DIRECTIONS » Your answer should be every line from the records that contains "roads".

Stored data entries
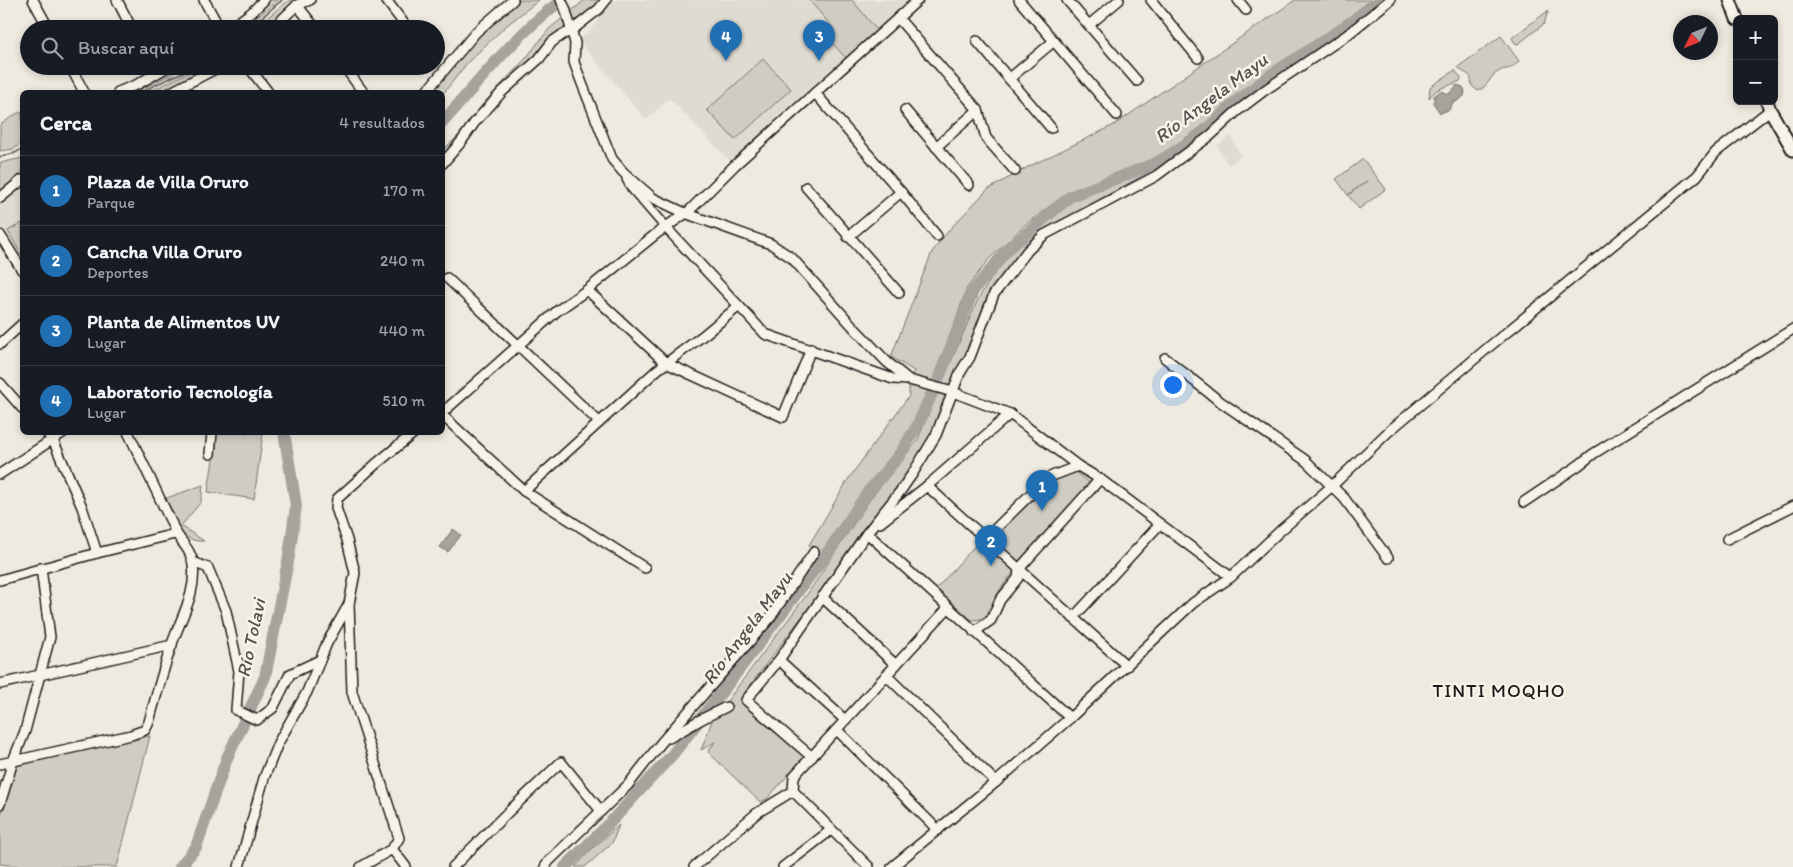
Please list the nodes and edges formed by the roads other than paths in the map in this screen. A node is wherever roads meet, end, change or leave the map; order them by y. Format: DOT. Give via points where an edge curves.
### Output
graph roads {
  1 [pos="33,0"];
  2 [pos="117,0"];
  3 [pos="204,0"];
  4 [pos="264,0"];
  5 [pos="310,0"];
  6 [pos="386,0"];
  7 [pos="513,0"];
  8 [pos="561,0"];
  9 [pos="606,0"];
  10 [pos="918,0"];
  11 [pos="1019,0"];
  12 [pos="1067,0"];
  13 [pos="1119,0"];
  14 [pos="1151,0"];
  15 [pos="1238,0"];
  16 [pos="1390,0"];
  17 [pos="1730,0"];
  18 [pos="297,5"];
  19 [pos="1246,10"];
  20 [pos="1736,15"];
  21 [pos="898,18"];
  22 [pos="44,20"];
  23 [pos="127,20"];
  24 [pos="215,20"];
  25 [pos="241,20"];
  26 [pos="281,20"];
  27 [pos="309,20"];
  28 [pos="401,20"];
  29 [pos="1089,25"];
  30 [pos="571,31"];
  31 [pos="976,41"];
  32 [pos="1054,41"];
  33 [pos="1198,58"];
  34 [pos="445,64"];
  35 [pos="75,75"];
  36 [pos="146,75"];
  37 [pos="205,75"];
  38 [pos="255,75"];
  39 [pos="351,75"];
  40 [pos="436,75"];
  41 [pos="1009,79"];
  42 [pos="1137,81"];
  43 [pos="83,90"];
  44 [pos="121,90"];
  45 [pos="178,90"];
  46 [pos="266,90"];
  47 [pos="362,90"];
  48 [pos="427,90"];
  49 [pos="815,93"];
  50 [pos="1769,106"];
  51 [pos="905,110"];
  52 [pos="978,110"];
  53 [pos="1117,115"];
  54 [pos="1051,128"];
  55 [pos="936,146"];
  56 [pos="1793,150"];
  57 [pos="445,161"];
  58 [pos="1014,171"];
  59 [pos="623,172"];
  60 [pos="20,182"];
  61 [pos="969,185"];
  62 [pos="806,187"];
  63 [pos="902,192"];
  64 [pos="0,198"];
  65 [pos="686,213"];
  66 [pos="666,227"];
  67 [pos="0,235"];
  68 [pos="937,236"];
  69 [pos="848,237"];
  70 [pos="20,267"];
  71 [pos="447,278"];
  72 [pos="587,290"];
  73 [pos="899,292"];
  74 [pos="739,306"];
  75 [pos="20,326"];
  76 [pos="1793,329"];
  77 [pos="0,344"];
  78 [pos="519,345"];
  79 [pos="811,349"];
  80 [pos="1165,358"];
  81 [pos="666,363"];
  82 [pos="909,380"];
  83 [pos="0,383"];
  84 [pos="952,392"];
  85 [pos="20,406"];
  86 [pos="445,411"];
  87 [pos="1010,414"];
  88 [pos="445,417"];
  89 [pos="599,422"];
  90 [pos="48,435"];
  91 [pos="60,435"];
  92 [pos="129,435"];
  93 [pos="212,435"];
  94 [pos="410,435"];
  95 [pos="52,440"];
  96 [pos="210,454"];
  97 [pos="1078,466"];
  98 [pos="0,474"];
  99 [pos="1100,479"];
  100 [pos="926,486"];
  101 [pos="1331,487"];
  102 [pos="524,491"];
  103 [pos="1524,502"];
  104 [pos="1793,506"];
  105 [pos="1160,524"];
  106 [pos="867,533"];
  107 [pos="175,534"];
  108 [pos="1728,539"];
  109 [pos="985,540"];
  110 [pos="814,552"];
  111 [pos="97,553"];
  112 [pos="1388,558"];
  113 [pos="193,562"];
  114 [pos="41,568"];
  115 [pos="645,568"];
  116 [pos="1019,569"];
  117 [pos="1231,577"];
  118 [pos="0,580"];
  119 [pos="822,597"];
  120 [pos="349,604"];
  121 [pos="948,608"];
  122 [pos="1073,618"];
  123 [pos="974,632"];
  124 [pos="172,645"];
  125 [pos="320,660"];
  126 [pos="779,660"];
  127 [pos="896,665"];
  128 [pos="1127,666"];
  129 [pos="41,673"];
  130 [pos="886,675"];
  131 [pos="0,684"];
  132 [pos="726,707"];
  133 [pos="1070,718"];
  134 [pos="845,720"];
  135 [pos="837,730"];
  136 [pos="661,743"];
  137 [pos="812,757"];
  138 [pos="13,761"];
  139 [pos="0,764"];
  140 [pos="996,782"];
  141 [pos="793,791"];
  142 [pos="0,804"];
  143 [pos="601,811"];
  144 [pos="830,830"];
  145 [pos="938,830"];
  146 [pos="392,849"];
  147 [pos="239,867"];
  148 [pos="361,867"];
  149 [pos="406,867"];
  150 [pos="453,867"];
  151 [pos="545,867"];
  152 [pos="694,867"];
  153 [pos="783,867"];
  154 [pos="869,867"];
  155 [pos="892,867"];
  1 -- 22 [label="street"];
  2 -- 23 [label="street"];
  3 -- 24 [label="street"];
  4 -- 25 [label="street"];
  5 -- 18 [label="street"];
  6 -- 28 [label="street"];
  7 -- 34 [label="street"];
  8 -- 30 [label="street"];
  9 -- 30 [label="street"];
  10 -- 21 [label="street"];
  11 -- 32 [label="street"];
  12 -- 29 [label="street"];
  13 -- 29 [label="street"];
  14 -- 33 [label="street"];
  15 -- 19 [label="street"];
  16 -- 84 [label="street" via="1347,35 1265,90 1156,176 1044,235 1028,250 994,294 970,357"];
  17 -- 20 [label="main road"];
  18 -- 26 [label="street"];
  18 -- 27 [label="street"];
  21 -- 49 [label="street"];
  21 -- 52 [label="street"];
  29 -- 42 [label="street"];
  30 -- 57 [label="street" via="552,42 539,59 502,92"];
  30 -- 59 [label="street" via="575,43 574,62 581,81 612,159"];
  31 -- 41 [label="street"];
  32 -- 41 [label="street"];
  32 -- 53 [label="street"];
  35 -- 43 [label="street"];
  36 -- 44 [label="street"];
  37 -- 45 [label="street"];
  38 -- 46 [label="street"];
  39 -- 47 [label="street"];
  40 -- 48 [label="street"];
  41 -- 54 [label="street"];
  49 -- 63 [label="street"];
  49 -- 65 [label="street"];
  50 -- 56 [label="main road"];
  50 -- 101 [label="street" via="1716,152 1697,176 1388,432"];
  51 -- 55 [label="street"];
  52 -- 55 [label="street"];
  52 -- 58 [label="street" via="986,138"];
  55 -- 61 [label="street"];
  59 -- 65 [label="street" via="653,198"];
  59 -- 66 [label="street" via="632,188"];
  60 -- 64 [label="street"];
  62 -- 69 [label="street"];
  63 -- 68 [label="street"];
  63 -- 69 [label="street"];
  65 -- 66 [label="street"];
  65 -- 82 [label="street" via="771,244 792,258 857,331"];
  66 -- 72 [label="street"];
  66 -- 74 [label="street"];
  67 -- 70 [label="street"];
  69 -- 73 [label="street"];
  71 -- 78 [label="street"];
  72 -- 78 [label="street"];
  72 -- 81 [label="street"];
  74 -- 79 [label="street" via="765,334"];
  74 -- 81 [label="street"];
  75 -- 77 [label="street"];
  76 -- 103 [label="street" via="1593,454"];
  78 -- 86 [label="street"];
  78 -- 89 [label="street"];
  79 -- 81 [label="street" via="783,417"];
  79 -- 82 [label="street" via="893,378"];
  80 -- 101 [label="street" via="1218,400 1305,460"];
  81 -- 89 [label="street"];
  82 -- 84 [label="street"];
  83 -- 85 [label="street"];
  84 -- 87 [label="street"];
  84 -- 106 [label="street" via="936,435 899,493"];
  87 -- 97 [label="street"];
  87 -- 100 [label="street"];
  88 -- 102 [label="street"];
  89 -- 102 [label="street"];
  90 -- 95 [label="street"];
  91 -- 95 [label="street"];
  92 -- 107 [label="street"];
  93 -- 96 [label="street"];
  94 -- 120 [label="street" via="337,499 336,508 355,573"];
  95 -- 98 [label="street"];
  95 -- 111 [label="street" via="82,507"];
  97 -- 99 [label="street"];
  97 -- 109 [label="street" via="1047,478"];
  99 -- 105 [label="street"];
  99 -- 116 [label="street"];
  100 -- 106 [label="street"];
  100 -- 109 [label="street"];
  101 -- 112 [label="street" via="1344,498"];
  101 -- 117 [label="street"];
  102 -- 115 [label="street"];
  104 -- 108 [label="street"];
  105 -- 117 [label="street"];
  105 -- 122 [label="street"];
  106 -- 119 [label="street"];
  106 -- 121 [label="street"];
  107 -- 111 [label="street"];
  107 -- 113 [label="street" via="188,549"];
  109 -- 116 [label="street"];
  110 -- 136 [label="street" via="770,618"];
  111 -- 114 [label="street"];
  113 -- 124 [label="street" via="192,594"];
  113 -- 125 [label="street" via="208,568 226,611 239,672 236,710 257,720 273,708 290,674"];
  114 -- 118 [label="street"];
  114 -- 129 [label="street" via="50,637"];
  116 -- 122 [label="street"];
  116 -- 123 [label="street" via="1018,578 1000,600 991,620"];
  117 -- 128 [label="street" via="1193,603"];
  119 -- 126 [label="street"];
  119 -- 127 [label="street"];
  120 -- 125 [label="street"];
  120 -- 146 [label="street" via="352,692 399,838"];
  121 -- 123 [label="street"];
  121 -- 127 [label="street"];
  122 -- 128 [label="street"];
  123 -- 133 [label="street"];
  124 -- 129 [label="street"];
  124 -- 138 [label="street" via="145,730"];
  125 -- 147 [label="street" via="307,692 278,743"];
  126 -- 134 [label="street"];
  126 -- 137 [label="street" via="746,700"];
  127 -- 130 [label="street"];
  128 -- 133 [label="street"];
  129 -- 131 [label="street"];
  129 -- 138 [label="street"];
  130 -- 134 [label="street"];
  130 -- 140 [label="street"];
  132 -- 136 [label="street"];
  133 -- 140 [label="street"];
  134 -- 135 [label="street"];
  135 -- 137 [label="street"];
  135 -- 145 [label="street"];
  136 -- 143 [label="street" via="628,785"];
  137 -- 141 [label="street" via="794,776"];
  138 -- 139 [label="street"];
  138 -- 142 [label="street"];
  140 -- 145 [label="street"];
  141 -- 144 [label="street"];
  141 -- 152 [label="street" via="757,813"];
  143 -- 150 [label="street" via="561,762"];
  143 -- 151 [label="street"];
  144 -- 153 [label="street"];
  144 -- 154 [label="street"];
  145 -- 155 [label="street"];
  146 -- 148 [label="street"];
  146 -- 149 [label="street"];
}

WRITTEN RESPONSE »
Please list the nodes and edges formed by the roads other than paths in the map in this screen. A node is wherever roads meet, end, change or leave the map; order them by y. Format: DOT. Give via points where an edge curves.
graph roads {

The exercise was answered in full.